Your task is to show every line in the listing below that includes "using".

BEGIN

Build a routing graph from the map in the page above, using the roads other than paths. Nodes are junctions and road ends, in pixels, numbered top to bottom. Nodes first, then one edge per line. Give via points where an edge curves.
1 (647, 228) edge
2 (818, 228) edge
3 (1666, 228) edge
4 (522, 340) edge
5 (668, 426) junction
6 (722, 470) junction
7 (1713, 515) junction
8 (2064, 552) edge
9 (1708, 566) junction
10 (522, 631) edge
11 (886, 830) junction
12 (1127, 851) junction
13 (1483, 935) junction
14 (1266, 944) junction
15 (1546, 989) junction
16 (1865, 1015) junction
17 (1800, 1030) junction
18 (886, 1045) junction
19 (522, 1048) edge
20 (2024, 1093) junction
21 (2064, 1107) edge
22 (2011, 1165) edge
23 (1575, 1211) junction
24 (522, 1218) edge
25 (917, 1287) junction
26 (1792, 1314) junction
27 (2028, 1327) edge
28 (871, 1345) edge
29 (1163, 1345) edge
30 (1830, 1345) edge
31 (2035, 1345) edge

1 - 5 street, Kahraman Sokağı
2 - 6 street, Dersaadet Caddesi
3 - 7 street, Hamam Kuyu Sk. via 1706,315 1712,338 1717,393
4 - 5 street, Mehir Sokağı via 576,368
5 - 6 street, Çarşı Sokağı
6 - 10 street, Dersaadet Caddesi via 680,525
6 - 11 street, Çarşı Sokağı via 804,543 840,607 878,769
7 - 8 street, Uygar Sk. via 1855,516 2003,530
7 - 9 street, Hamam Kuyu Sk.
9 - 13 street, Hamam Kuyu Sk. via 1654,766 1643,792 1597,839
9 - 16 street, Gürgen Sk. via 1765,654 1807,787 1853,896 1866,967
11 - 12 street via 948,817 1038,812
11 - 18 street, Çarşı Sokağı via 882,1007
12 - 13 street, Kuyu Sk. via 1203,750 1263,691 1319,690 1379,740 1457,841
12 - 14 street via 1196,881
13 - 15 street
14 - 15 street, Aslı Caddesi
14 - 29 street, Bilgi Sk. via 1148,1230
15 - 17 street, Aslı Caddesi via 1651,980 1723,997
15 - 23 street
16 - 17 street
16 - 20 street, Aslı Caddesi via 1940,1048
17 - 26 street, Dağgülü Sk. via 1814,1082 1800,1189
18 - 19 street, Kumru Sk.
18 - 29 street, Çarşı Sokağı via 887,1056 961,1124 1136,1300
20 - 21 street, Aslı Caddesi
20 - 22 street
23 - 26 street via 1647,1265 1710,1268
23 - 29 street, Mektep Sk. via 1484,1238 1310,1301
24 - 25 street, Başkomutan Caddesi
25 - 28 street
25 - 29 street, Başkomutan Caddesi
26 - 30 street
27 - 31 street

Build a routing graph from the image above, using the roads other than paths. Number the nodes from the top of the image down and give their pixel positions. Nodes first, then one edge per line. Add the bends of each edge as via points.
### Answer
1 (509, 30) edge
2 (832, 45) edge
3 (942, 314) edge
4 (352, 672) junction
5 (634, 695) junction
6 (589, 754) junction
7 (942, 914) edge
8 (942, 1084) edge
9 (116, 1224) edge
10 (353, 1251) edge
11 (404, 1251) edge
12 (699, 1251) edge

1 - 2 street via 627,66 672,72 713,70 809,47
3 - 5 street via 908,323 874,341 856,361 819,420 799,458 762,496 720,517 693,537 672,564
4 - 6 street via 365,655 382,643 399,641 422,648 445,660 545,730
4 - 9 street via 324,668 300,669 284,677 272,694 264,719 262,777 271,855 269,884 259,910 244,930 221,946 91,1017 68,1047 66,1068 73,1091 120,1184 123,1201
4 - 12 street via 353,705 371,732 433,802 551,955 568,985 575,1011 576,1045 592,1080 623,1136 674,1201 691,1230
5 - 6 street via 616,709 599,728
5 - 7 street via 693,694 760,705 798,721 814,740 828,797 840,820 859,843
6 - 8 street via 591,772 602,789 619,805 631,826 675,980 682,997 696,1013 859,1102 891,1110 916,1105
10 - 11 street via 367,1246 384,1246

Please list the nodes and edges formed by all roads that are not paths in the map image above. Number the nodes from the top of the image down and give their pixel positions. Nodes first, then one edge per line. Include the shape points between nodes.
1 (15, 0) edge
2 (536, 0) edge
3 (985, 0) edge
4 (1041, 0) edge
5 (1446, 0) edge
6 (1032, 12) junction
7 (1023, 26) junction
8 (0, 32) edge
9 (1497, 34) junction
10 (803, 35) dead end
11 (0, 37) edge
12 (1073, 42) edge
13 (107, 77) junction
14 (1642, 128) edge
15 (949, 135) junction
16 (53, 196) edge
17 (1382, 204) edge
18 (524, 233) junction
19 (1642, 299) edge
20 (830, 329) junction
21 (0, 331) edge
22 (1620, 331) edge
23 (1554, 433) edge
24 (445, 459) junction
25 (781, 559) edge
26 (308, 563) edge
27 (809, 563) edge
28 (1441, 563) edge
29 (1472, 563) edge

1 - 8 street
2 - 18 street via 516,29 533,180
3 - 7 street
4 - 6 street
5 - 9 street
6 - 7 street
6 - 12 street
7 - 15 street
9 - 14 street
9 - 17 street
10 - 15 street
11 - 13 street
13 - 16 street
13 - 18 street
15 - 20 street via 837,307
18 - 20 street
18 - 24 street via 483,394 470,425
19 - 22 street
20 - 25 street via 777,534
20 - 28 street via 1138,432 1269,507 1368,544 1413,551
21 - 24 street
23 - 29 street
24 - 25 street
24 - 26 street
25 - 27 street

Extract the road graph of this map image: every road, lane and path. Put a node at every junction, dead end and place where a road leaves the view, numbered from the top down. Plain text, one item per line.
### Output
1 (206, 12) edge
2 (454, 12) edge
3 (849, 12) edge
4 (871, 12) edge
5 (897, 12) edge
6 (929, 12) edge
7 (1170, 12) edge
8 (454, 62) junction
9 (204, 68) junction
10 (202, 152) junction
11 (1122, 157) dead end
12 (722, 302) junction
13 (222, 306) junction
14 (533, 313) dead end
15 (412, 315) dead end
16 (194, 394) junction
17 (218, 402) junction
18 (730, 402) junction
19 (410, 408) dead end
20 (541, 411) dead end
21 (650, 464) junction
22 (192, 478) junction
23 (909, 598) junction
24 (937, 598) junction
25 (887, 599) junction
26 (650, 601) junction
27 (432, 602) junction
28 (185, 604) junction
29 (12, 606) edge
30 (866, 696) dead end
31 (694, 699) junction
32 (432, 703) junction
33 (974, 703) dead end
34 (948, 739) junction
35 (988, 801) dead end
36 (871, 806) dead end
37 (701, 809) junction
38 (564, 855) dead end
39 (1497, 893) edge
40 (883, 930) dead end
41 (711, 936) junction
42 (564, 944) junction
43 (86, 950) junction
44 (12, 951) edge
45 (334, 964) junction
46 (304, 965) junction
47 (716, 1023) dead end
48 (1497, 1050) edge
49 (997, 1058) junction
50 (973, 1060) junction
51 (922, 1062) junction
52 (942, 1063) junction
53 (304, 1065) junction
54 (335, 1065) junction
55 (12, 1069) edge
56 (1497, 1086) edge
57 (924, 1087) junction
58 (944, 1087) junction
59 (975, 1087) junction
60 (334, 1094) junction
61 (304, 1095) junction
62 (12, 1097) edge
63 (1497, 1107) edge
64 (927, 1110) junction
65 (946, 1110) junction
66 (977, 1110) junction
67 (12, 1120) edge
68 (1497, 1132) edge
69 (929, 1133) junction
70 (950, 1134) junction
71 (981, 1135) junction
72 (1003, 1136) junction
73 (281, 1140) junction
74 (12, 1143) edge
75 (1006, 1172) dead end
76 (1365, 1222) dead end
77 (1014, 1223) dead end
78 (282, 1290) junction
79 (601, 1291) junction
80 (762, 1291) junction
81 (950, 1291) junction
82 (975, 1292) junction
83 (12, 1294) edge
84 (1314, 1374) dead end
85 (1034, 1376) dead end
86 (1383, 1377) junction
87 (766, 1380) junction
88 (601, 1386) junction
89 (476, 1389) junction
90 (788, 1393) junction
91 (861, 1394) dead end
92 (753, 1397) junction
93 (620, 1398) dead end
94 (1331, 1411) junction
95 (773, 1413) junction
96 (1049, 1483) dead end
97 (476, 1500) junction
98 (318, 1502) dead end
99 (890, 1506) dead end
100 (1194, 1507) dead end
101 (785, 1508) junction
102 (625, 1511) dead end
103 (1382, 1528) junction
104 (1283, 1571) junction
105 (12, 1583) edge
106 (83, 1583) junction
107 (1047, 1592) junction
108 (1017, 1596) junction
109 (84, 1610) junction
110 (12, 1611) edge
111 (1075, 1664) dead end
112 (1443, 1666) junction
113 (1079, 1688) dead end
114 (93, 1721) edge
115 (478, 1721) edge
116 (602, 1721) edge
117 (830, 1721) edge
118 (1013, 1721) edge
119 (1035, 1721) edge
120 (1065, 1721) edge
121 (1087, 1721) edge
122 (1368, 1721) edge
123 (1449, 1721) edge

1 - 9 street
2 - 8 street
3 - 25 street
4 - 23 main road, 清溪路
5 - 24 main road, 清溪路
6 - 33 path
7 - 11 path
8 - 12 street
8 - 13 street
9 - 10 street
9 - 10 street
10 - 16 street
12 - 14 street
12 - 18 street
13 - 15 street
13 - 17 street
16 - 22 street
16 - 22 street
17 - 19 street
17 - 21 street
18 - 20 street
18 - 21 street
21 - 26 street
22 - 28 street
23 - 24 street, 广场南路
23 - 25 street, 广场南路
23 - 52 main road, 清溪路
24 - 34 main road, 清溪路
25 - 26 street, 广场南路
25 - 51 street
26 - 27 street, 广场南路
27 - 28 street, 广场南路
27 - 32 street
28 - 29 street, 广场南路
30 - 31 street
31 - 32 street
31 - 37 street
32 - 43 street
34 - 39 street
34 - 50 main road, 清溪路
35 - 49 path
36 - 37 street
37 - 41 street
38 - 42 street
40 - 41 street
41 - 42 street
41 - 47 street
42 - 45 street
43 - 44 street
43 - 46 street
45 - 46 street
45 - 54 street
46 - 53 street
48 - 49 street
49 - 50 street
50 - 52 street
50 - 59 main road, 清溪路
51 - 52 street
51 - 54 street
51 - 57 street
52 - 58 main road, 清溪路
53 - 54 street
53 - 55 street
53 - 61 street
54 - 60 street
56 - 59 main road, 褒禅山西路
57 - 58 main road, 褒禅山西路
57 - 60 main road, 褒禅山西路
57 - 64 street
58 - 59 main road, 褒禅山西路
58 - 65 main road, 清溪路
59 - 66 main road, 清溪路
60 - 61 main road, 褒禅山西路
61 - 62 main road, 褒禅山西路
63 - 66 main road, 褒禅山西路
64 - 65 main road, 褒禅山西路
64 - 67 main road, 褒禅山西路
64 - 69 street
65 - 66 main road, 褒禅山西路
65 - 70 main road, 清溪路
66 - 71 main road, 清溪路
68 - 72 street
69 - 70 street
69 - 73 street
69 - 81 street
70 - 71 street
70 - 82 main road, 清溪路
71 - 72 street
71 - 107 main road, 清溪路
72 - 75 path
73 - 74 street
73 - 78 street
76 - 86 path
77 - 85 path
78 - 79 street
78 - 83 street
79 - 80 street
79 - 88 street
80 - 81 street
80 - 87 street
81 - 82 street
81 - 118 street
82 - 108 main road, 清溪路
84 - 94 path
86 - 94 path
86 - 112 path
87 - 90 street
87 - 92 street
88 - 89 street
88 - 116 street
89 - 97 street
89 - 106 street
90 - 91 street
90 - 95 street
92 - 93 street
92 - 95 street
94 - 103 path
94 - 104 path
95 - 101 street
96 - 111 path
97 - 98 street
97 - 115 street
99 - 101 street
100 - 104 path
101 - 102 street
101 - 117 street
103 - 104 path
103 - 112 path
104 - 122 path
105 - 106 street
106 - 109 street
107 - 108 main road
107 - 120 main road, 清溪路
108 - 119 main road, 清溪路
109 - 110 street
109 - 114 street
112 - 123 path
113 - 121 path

END

__THE COMPLETED TASK__
Build a routing graph from the map in the page above, using the roads other than paths. Nodes are junctions and road ends, in pixels, numbered top to bottom. Nodes first, then one edge per line. Give via points where an edge curves.
Build a routing graph from the image above, using the roads other than paths. Number the nodes from the top of the image down and give their pixel positions. Nodes first, then one edge per line. Add the bends of each edge as via points.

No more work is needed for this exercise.